Those who are in power have always loathed and feared others who have the ability to challenge them philosophically or scientifically.

Jesus is an early historical example of this idea. He was openly critical of Palestine’s Roman rulers and accused the ruling class of hypocrisy and injustice.  To the ruling class Jesus was a pariah.  For these reasons, among others, he could not be tolerated.

Ironically, long after Christ it was the Catholic Church who made pariahs out of Galileo and Copernicus; men whose scientific teachings challenged their authority.

Today, men and women in power are invested in the philosophy that drinking and driving is evil, and so today the same type of disdain is foisted upon a different kind of scientist, those that go by the title “defense expert” in a drunk driving case. 

In other words, according to the State those men and women who have the temerity to suggest that breath and blood testing are at times unreliable and potentially produce flawed results must be silenced.  And it seems the State still finds the age-old tools of shame and “excommunication” to be the most useful means to encourage this silence.

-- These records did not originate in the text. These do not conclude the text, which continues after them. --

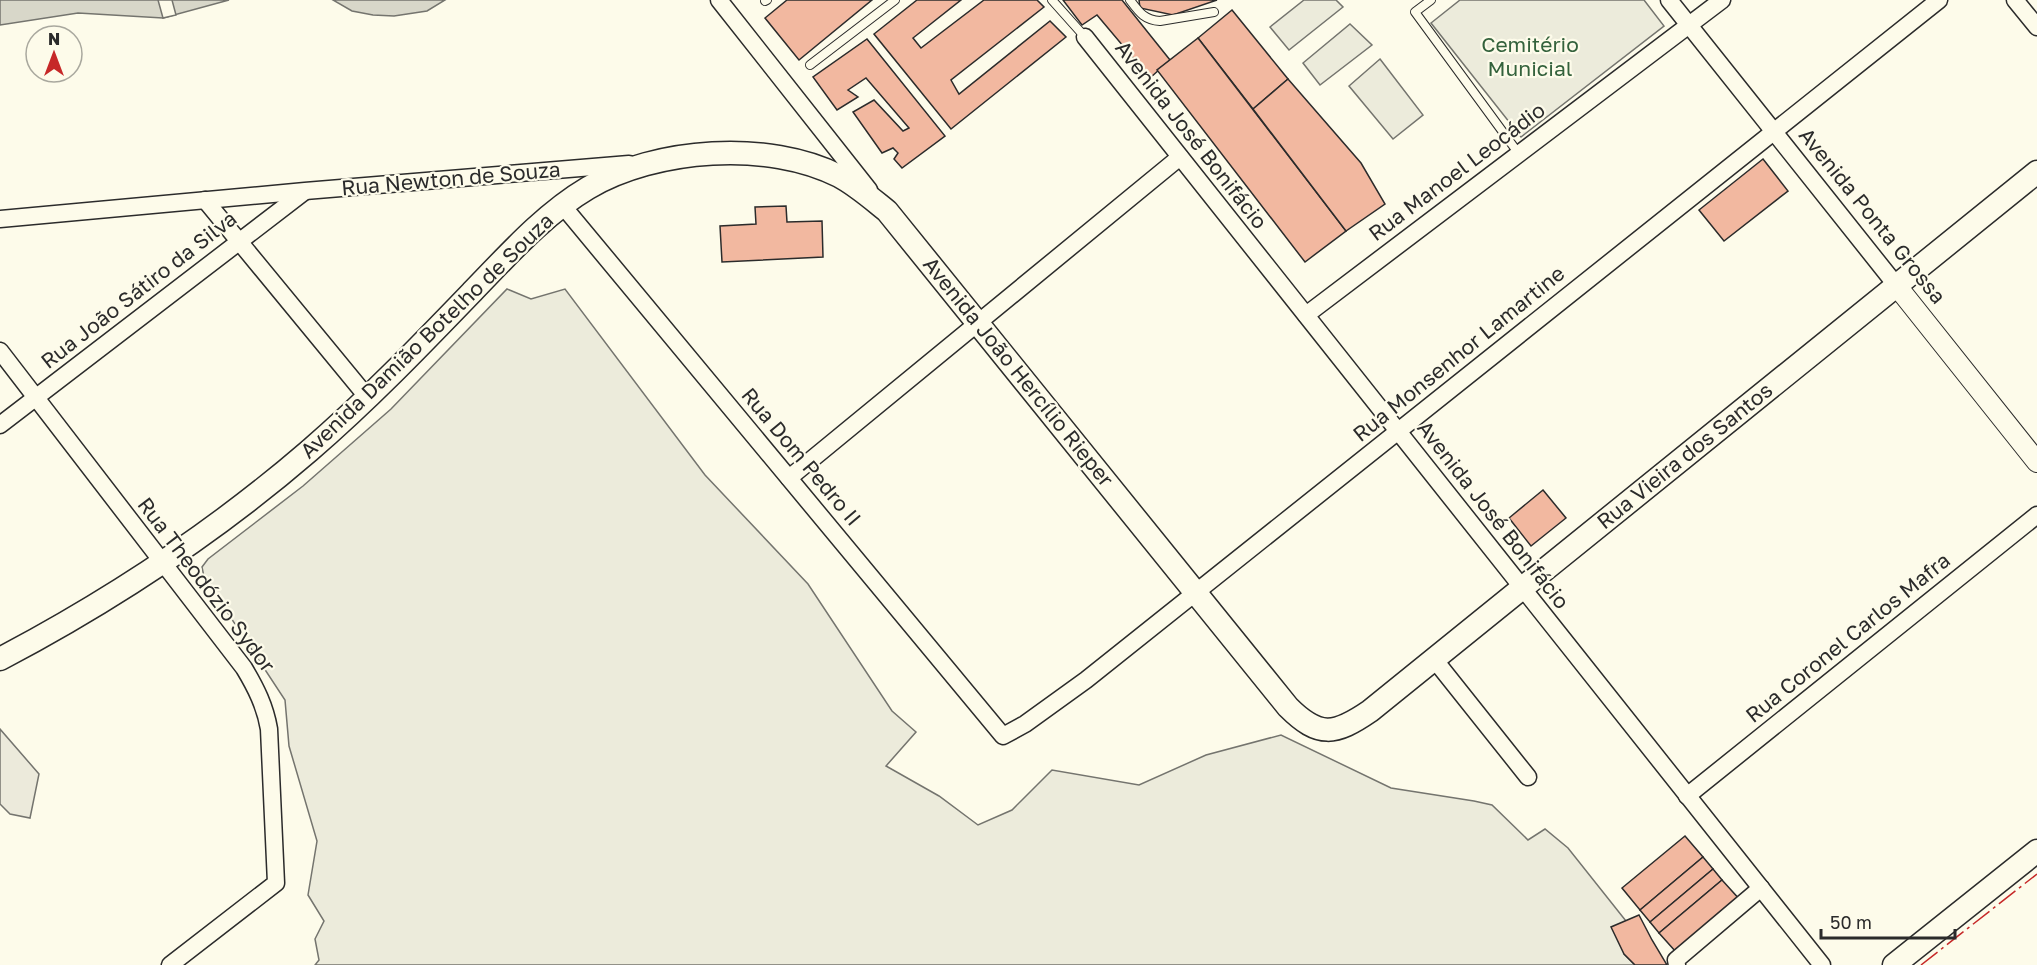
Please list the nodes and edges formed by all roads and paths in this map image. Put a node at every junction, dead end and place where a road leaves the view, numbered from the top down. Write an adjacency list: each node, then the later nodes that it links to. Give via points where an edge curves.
1 (719, 0): 23 (street, Avenida João Hercílio Rieper)
2 (895, 0): 14 (lane)
3 (1052, 0): 13 (lane)
4 (1130, 0): 10 (lane, via 1142,16 1152,21)
5 (1431, 0): 16 (lane, via 1415,12)
6 (1669, 0): 11 (street, Avenida Ponta Grossa)
7 (1722, 0): 11 (street, Rua Manoel Leocádio)
8 (1939, 0): 15 (street, Rua Monsenhor Lamartine)
9 (2015, 0): 12 (street)
10 (1214, 12)
11 (1689, 26): 15 (street, Avenida Ponta Grossa); 16 (street, Rua Manoel Leocádio)
12 (2037, 27)
13 (1085, 37): 17 (street, Avenida José Bonifácio)
14 (810, 65)
15 (1774, 132): 26 (street, Avenida Ponta Grossa); 33 (street, Rua Monsenhor Lamartine)
16 (1519, 154): 27 (street, Rua Manoel Leocádio)
17 (1180, 157): 27 (street, Avenida José Bonifácio); 28 (street)
18 (648, 163): 20 (street, Rua Newton de Souza); 22 (main road, Avenida Damião Botelho de Souza, via 588,188); 23 (main road, Rua Newton de Souza, via 722,154 770,155 807,163 839,176)
19 (2037, 171): 26 (main road, Rua Vieira dos Santos)
20 (305, 191): 21 (street, Rua Newton de Souza); 25 (street, Rua João Sátiro da Silva)
21 (205, 200): 24 (street, Rua Newton de Souza); 25 (street)
22 (563, 206): 31 (main road, Avenida Damião Botelho de Souza); 35 (street, Rua Dom Pedro II)
23 (887, 211): 28 (main road, Avenida João Hercílio Rieper)
24 (0, 219)
25 (238, 242): 30 (street, Rua João Sátiro da Silva); 31 (street)
26 (1896, 285): 34 (street, Avenida Ponta Grossa); 38 (main road, Rua Vieira dos Santos)
27 (1306, 315): 33 (street, Avenida José Bonifácio)
28 (978, 323): 35 (street); 39 (main road, Avenida João Hercílio Rieper)
29 (1, 354): 30 (street, Rua Theodózio Sydor)
30 (36, 397): 32 (street, Rua João Sátiro da Silva); 37 (street, Rua Theodózio Sydor)
31 (368, 398): 37 (main road, Avenida Damião Botelho de Souza, via 294,464)
32 (0, 425)
33 (1398, 431): 38 (street, Avenida José Bonifácio); 39 (street, Rua Monsenhor Lamartine)
34 (2037, 462)
35 (789, 478): 43 (street, Rua Dom Pedro II)
36 (2037, 515): 45 (street, Rua Coronel Carlos Mafra)
37 (163, 562): 40 (main road, Avenida Damião Botelho de Souza, via 73,619); 49 (street, Rua Theodózio Sydor, via 244,668 261,698 269,729 276,884)
38 (1522, 588): 41 (main road, Rua Vieira dos Santos); 45 (street, Avenida José Bonifácio)
39 (1196, 592): 42 (main road, Avenida João Hercílio Rieper, via 1288,707 1302,721); 43 (street, Rua Monsenhor Lamartine, via 1056,703)
40 (0, 658)
41 (1434, 659): 42 (main road, Rua Vieira dos Santos, via 1353,723); 44 (street)
42 (1327, 730)
43 (1003, 736)
44 (1528, 777)
45 (1687, 796): 47 (street, Avenida José Bonifácio)
46 (2037, 852): 51 (main road)
47 (1761, 888): 48 (street); 50 (street, Avenida José Bonifácio)
48 (1677, 963)
49 (170, 965)
50 (1822, 965)
51 (1894, 965)

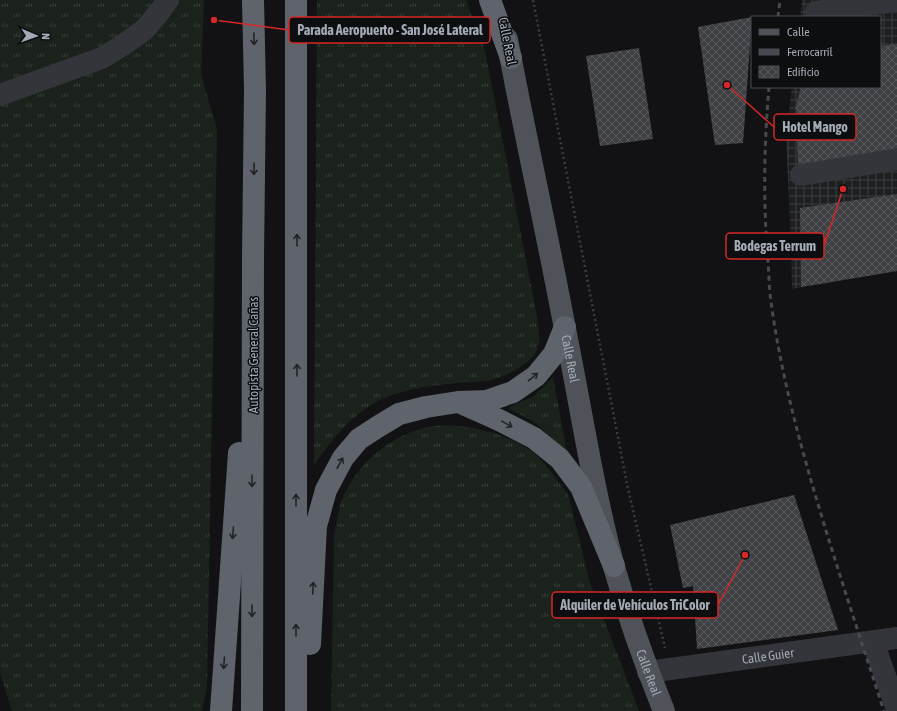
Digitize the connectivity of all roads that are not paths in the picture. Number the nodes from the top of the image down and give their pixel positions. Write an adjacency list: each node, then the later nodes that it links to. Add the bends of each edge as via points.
1 (168, 0): 9 (street, via 144,30 102,58)
2 (253, 0): 12 (highway, Autopista General Cañas, one-way to 12)
3 (296, 0): 21 (highway, one-way to 3)
4 (490, 0): 8 (highway)
5 (500, 0): 8 (main road, Calle Real)
6 (897, 1): 7 (street)
7 (816, 12)
8 (511, 58): 13 (main road, Calle Real)
9 (0, 95)
10 (897, 159): 11 (street)
11 (801, 175)
12 (253, 257): 19 (highway, one-way to 19); 20 (highway, Autopista General Cañas, one-way to 20)
13 (565, 327): 14 (highway, one-way to 13, via 486,401 513,392 536,376 554,354); 15 (main road, Calle Real)
14 (458, 402): 15 (highway, one-way to 15, via 534,438 560,459 581,488); 22 (highway, one-way to 14, via 316,526 326,490 342,458 359,439 399,414)
15 (614, 566): 17 (main road, Calle Real)
16 (886, 640): 17 (street, Calle Guier); 18 (street)
17 (648, 672): 23 (main road, Calle Real)
18 (897, 709)
19 (221, 711)
20 (252, 711)
21 (296, 711)
22 (307, 711)
23 (664, 711)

Here is what one prominent DUI defense expert has to say about her experience in and out of the court room:

I have been called a whore for what I do for a living and accused of lying just to get someone off in court.  I’ve had prosecutors and state experts verbally attack me for doing my job.

Most attacks are made outside of the courtroom and not in front of the juries.  The attacks in court are more subtle, such as “so you’re here today because you were paid to testify for this person?”  “And just how much are you being paid to testify for them?”  “You only testify for the defense, isn’t that correct?”

These types of attacks are generally easy to deal with by stating I am paid for my expertise and that includes testimony if needed.  I especially enjoy when I can state that I reject more cases than I accept.

More pointed attacks are dredging up partial truths about why I left the state employment and twisting them to try and make me look bad.  It’s been 15 years since I left state employment and they still want to claim I am a disgruntled ex employee with an ax to grind against the state and that is why I am doing this for a living. 

My explanation to the jury is that I could no longer work for an agency that hid unfavorable information and asked me to tailor my answers to prosecutor’s questions about breath testing to make things sound better and more scientific than they really were.   

I was paid when I testified for the state; it was part of my job.  But I lost respect for the state’s attorneys when I found that they didn’t want to hear the whole truth.

The prosecutors didn’t care about scientific truth; they only cared about convictions, and about making their own trial records look good.  Their main objective was to use my testimony to provide answers that made the person look guilty and to falsely make breath testing look infallible.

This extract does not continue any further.